Ce schisme a d’autres conséquences. Si l’on part du principe que l’obsession des applications de productivité ne fait qu’engendrer d’autres applications de productivité, la prolifération des abonnements aux applications au sein des entreprises prend tout son sens. Quiconque a travaillé pour une grande entreprise technologique qui a démarré avec d’énormes fonds de capital-risque (*lève la main*) a probablement contemplé l’amas de centaines, voire de milliers d’applications d’entreprise accumulées au nom de l’amélioration de la productivité et de la collaboration, pour finalement nécessiter non seulement des équipes dédiées à leur gestion, mais aussi des applications spécialisées dans la gestion d’applications. (L’une des plus grandes applications de gestion d’applications s’appelle ironiquement Productiv). Les pertes de productivité résultant de ce paradigme ne sont pas théoriques – une étude a montré que ce déluge intra-organisationnel d’applications fait perdre en moyenne une heure par jour aux employés, et des chercheurs de l’UC Santa Barbara ont identifié le phénomène contre-productif de « l’épuisement numérique » qui en découle inévitablement.

Tout au long des années 2010, les organisations qui ont emprunté le ruban de Möbius des applications de productivité ont été en mesure d’obtenir des financements successifs, qu’il y ait ou non une productivité réelle à l’intérieur d’elles.
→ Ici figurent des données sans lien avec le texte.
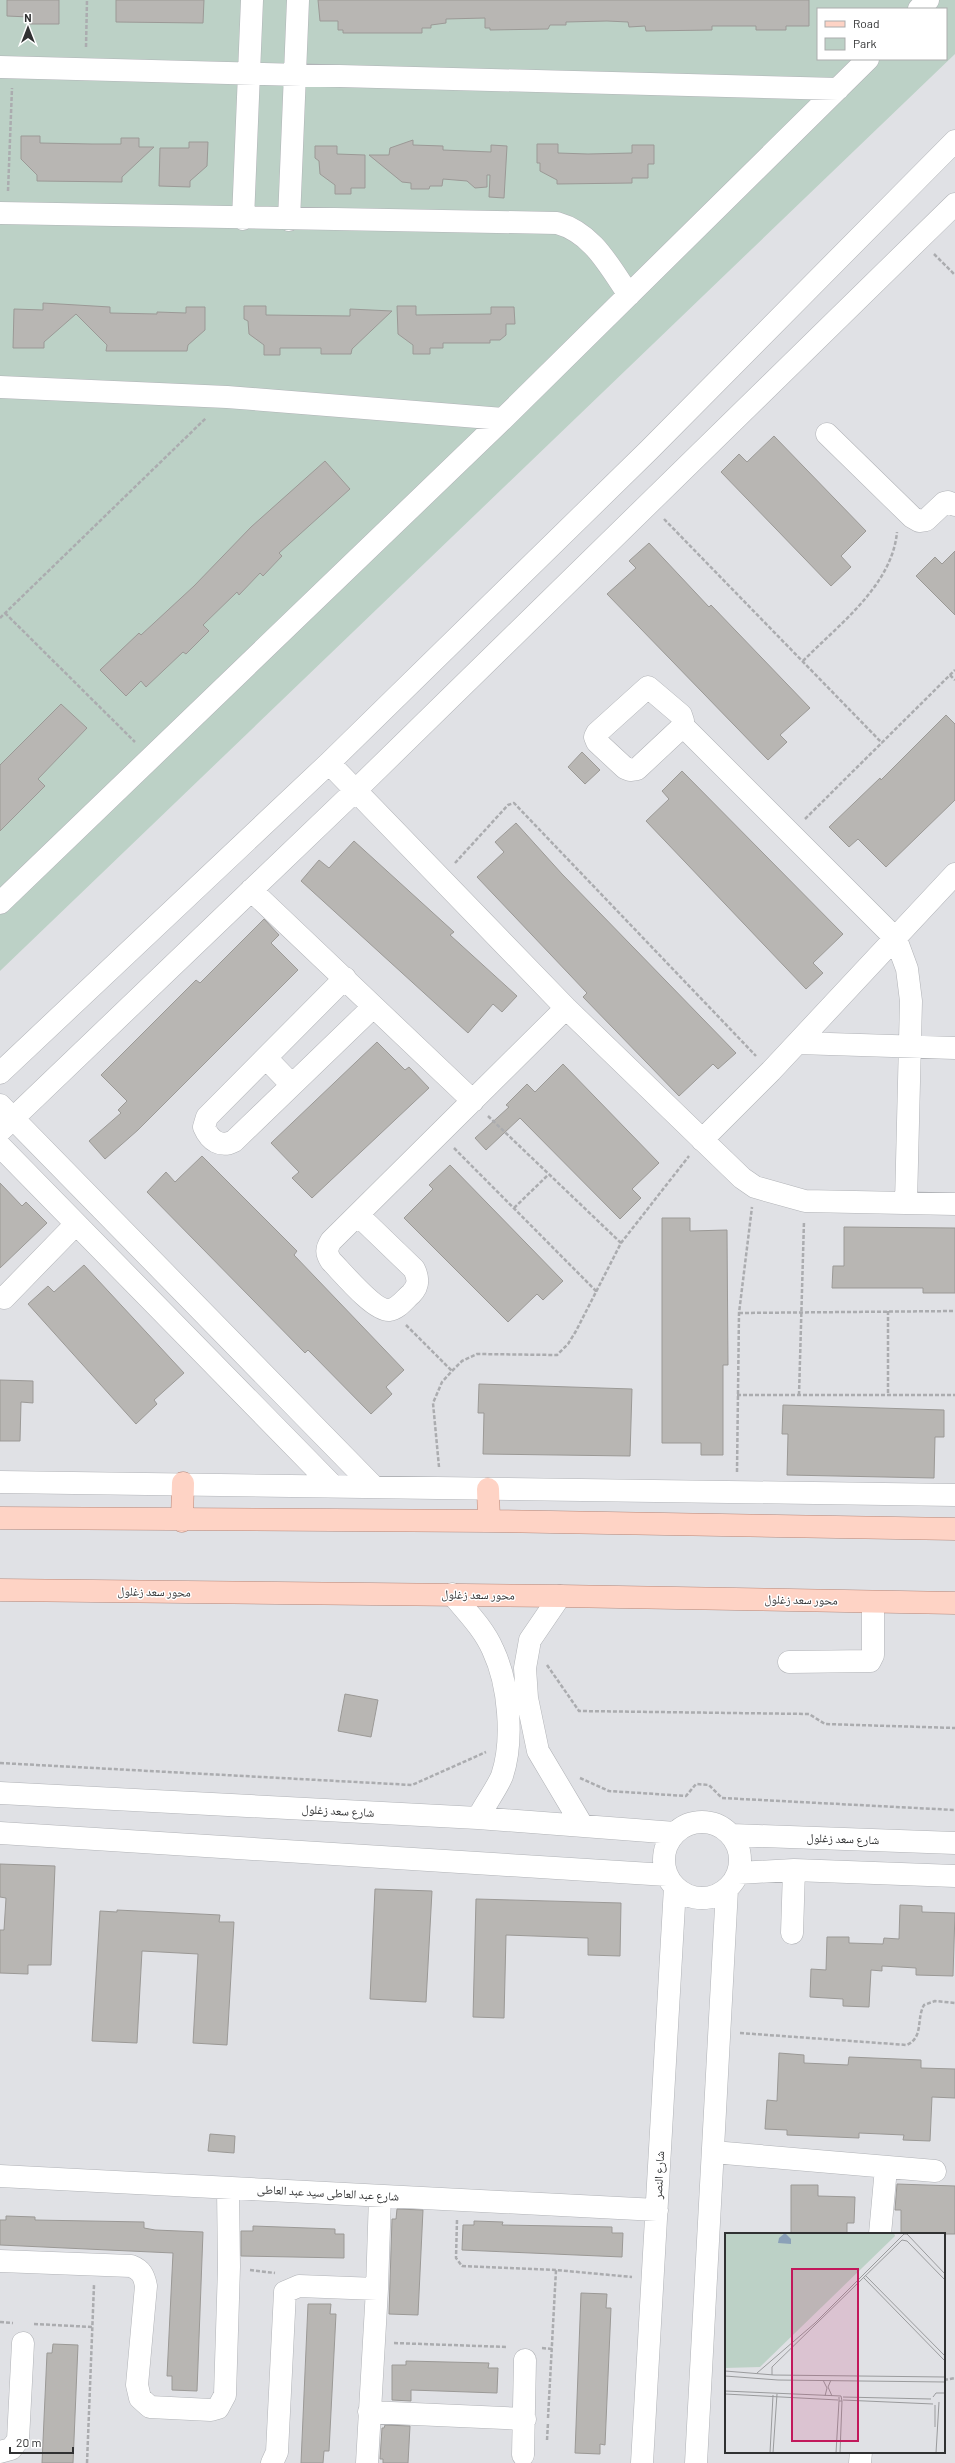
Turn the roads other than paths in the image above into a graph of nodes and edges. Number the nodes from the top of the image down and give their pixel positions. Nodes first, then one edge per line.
1 (252, 0) edge
2 (298, 0) edge
3 (928, 0) edge
4 (920, 8) edge
5 (867, 60) edge
6 (6, 67) edge
7 (249, 74) junction
8 (295, 75) junction
9 (838, 89) junction
10 (955, 141) edge
11 (955, 204) edge
12 (4, 214) edge
13 (243, 219) junction
14 (289, 220) junction
15 (629, 295) junction
16 (0, 386) edge
17 (503, 419) junction
18 (827, 434) dead end
19 (955, 506) edge
20 (682, 726) dead end
21 (329, 763) junction
22 (356, 790) junction
23 (955, 874) edge
24 (251, 890) junction
25 (0, 903) edge
26 (896, 939) junction
27 (345, 978) junction
28 (373, 1007) junction
29 (566, 1008) junction
30 (798, 1043) junction
31 (910, 1047) junction
32 (955, 1048) edge
33 (266, 1058) junction
34 (0, 1073) edge
35 (292, 1085) junction
36 (473, 1100) junction
37 (4, 1118) edge
38 (702, 1140) junction
39 (0, 1146) edge
40 (906, 1203) junction
41 (955, 1204) edge
42 (358, 1215) junction
43 (76, 1224) junction
44 (4, 1298) dead end
45 (0, 1482) edge
46 (183, 1483) junction
47 (333, 1486) junction
48 (374, 1487) junction
49 (488, 1489) junction
50 (955, 1495) edge
51 (0, 1518) edge
52 (182, 1520) junction
53 (489, 1521) junction
54 (955, 1529) edge
55 (0, 1590) edge
56 (452, 1594) junction
57 (560, 1596) junction
58 (873, 1602) junction
59 (955, 1603) edge
60 (789, 1662) dead end
61 (0, 1793) edge
62 (478, 1818) junction
63 (582, 1825) junction
64 (0, 1833) edge
65 (675, 1833) junction
66 (732, 1835) junction
67 (955, 1843) edge
68 (794, 1870) junction
69 (955, 1876) edge
70 (671, 1881) junction
71 (733, 1881) junction
72 (792, 1933) dead end
73 (713, 2152) junction
74 (886, 2168) junction
75 (935, 2171) dead end
76 (0, 2176) edge
77 (228, 2188) junction
78 (380, 2196) junction
79 (657, 2210) junction
80 (880, 2233) edge
81 (0, 2261) edge
82 (377, 2289) junction
83 (24, 2330) road end
84 (526, 2352) road end
85 (369, 2412) junction
86 (525, 2419) junction
87 (0, 2452) edge
88 (861, 2453) edge
89 (523, 2455) dead end
90 (272, 2463) edge
91 (367, 2463) edge
92 (642, 2463) edge
93 (696, 2463) edge
94 (860, 2463) edge

1 - 7 street
2 - 8 street
3 - 4 street
5 - 9 street
6 - 7 street
7 - 8 street
7 - 13 street
8 - 9 street
8 - 14 street
9 - 15 street
10 - 21 street
11 - 22 street
12 - 13 street
13 - 14 street
14 - 15 street
15 - 17 street
16 - 17 street
17 - 25 street
18 - 19 street
20 - 26 street
21 - 22 street
21 - 34 street
22 - 24 street
22 - 29 street
23 - 26 street
24 - 27 street
24 - 37 street
26 - 30 street
26 - 31 street
27 - 28 street
27 - 33 street
28 - 35 street
28 - 36 street
29 - 36 street
29 - 38 street
30 - 31 street
30 - 38 street
31 - 32 street
31 - 40 street
33 - 35 street
33 - 35 street
36 - 42 street
37 - 48 street
38 - 40 street
39 - 43 street
40 - 41 street
42 - 42 street
43 - 44 street
43 - 47 street
45 - 46 street
46 - 47 street
46 - 52 main road
47 - 48 street
48 - 49 street
49 - 50 street
49 - 53 main road
51 - 52 main road
52 - 53 main road
53 - 54 main road
55 - 56 main road, محور سعد زغلول
56 - 57 main road, محور سعد زغلول
56 - 62 street
57 - 58 main road, محور سعد زغلول
57 - 63 street
58 - 59 main road, محور سعد زغلول
58 - 60 street
61 - 62 street, شارع سعد زغلول
62 - 63 street, شارع سعد زغلول
63 - 65 street, شارع سعد زغلول
64 - 70 street
65 - 66 street
65 - 70 street
66 - 67 street, شارع سعد زغلول
66 - 71 street
68 - 69 street
68 - 71 street
68 - 72 street
70 - 71 street
70 - 79 street, شارع النصر
71 - 73 street
73 - 74 street
73 - 93 street
74 - 75 street
74 - 80 street
76 - 77 street, شارع عبد العاطى سيد عبد العاطى
77 - 78 street, شارع عبد العاطى سيد عبد العاطى
77 - 81 street
78 - 79 street, شارع عبد العاطى سيد عبد العاطى
78 - 82 street
79 - 92 street, شارع النصر
82 - 85 street
82 - 90 street
83 - 87 street
84 - 86 street
85 - 86 street
85 - 91 street
86 - 89 street
88 - 94 street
Et tant qu’ils pouvaient projeter une image de croissance, les investisseurs en capital-risque étaient heureux de permettre la prodigalité tant qu’un récit convaincant pouvait être présenté à un acheteur potentiel pour sortir de la société, sous la forme d’une acquisition ou d’une introduction en bourse – un château de cartes qui s’est effondré lorsque les taux d’intérêt ont été augmentés.

Les studios de jeux, en revanche, sont plus susceptibles d’être confrontés à un calcul beaucoup plus simple : Le jeu se vend ou ne se vend pas. Pour se vendre, il doit être convaincant, généralement sous la forme d’un amusement. Et si l’amusement est certainement subjectif, son existence est objective, en ce sens qu’un joueur s’amuse ou ne s’amuse pas. C’est cette équation simple qui a permis à Minecraft de devenir le jeu vidéo le plus populaire de l’histoire sans avoir besoin d’un seul dollar de capital-risque. Et c’est pourquoi Epic Games, le fabricant de la série Unreal et du moteur Unreal, a pu survivre pendant plus de 20 ans sans prendre un seul investisseur extérieur avant de finalement créer Fortnite, l’un des très rares jeux orientés vers les métavers qui continue de connaître un succès fulgurant. Il en résulte une obligation de rendre compte aux clients que le produit fera ce qui est annoncé – s’amuser (une qualité centrale, mais non exclusive, parmi les autres qualités qui rendent un jeu convaincant). C’est grâce à cette responsabilité que le cofondateur et PDG de CD Projekt Red, Marcin Iwiński, s’est retrouvé à réciter de longues excuses pleines de tristesse pour le dysfonctionnement notoire (et donc la perturbation du plaisir) de l’ultra-hypothétique Cyberpunk 2077, un genre de contrition inimaginable dans la bouche d’un fondateur d’application de gestion des tâches après que les utilisateurs n’ont pas obtenu l’augmentation de productivité qu’ils attendaient.

Il existe bien sûr de nombreuses exceptions à cette règle. Tout joueur qui a dû faire face à la coercition mesquine de grands studios comme Rockstar ou Activision Blizzard sait que la responsabilité dans l’industrie du jeu ne va pas très loin. Mais contrairement à l’essentiel de ce que la Silicon Valley a produit en près de 15 ans de hausse, le métavers devait réellement fonctionner comme annoncé, et ce qu’il annonçait, c’était un jeu libre. Non seulement l’écosystème de la Silicon Valley n’est pas vraiment intéressé par les jeux, mais il ne comprend pas pourquoi quelqu’un d’autre le serait. Comme le dit Wajcman, professeur à la London School of Economics, « les calendriers ne nous demanderont jamais ce pour quoi nous voulons gagner du temps », pas plus que les autres outils de productivité. Ils peuvent peut-être nous aider à gagner du temps, mais ils ne peuvent pas nous aider à en perdre.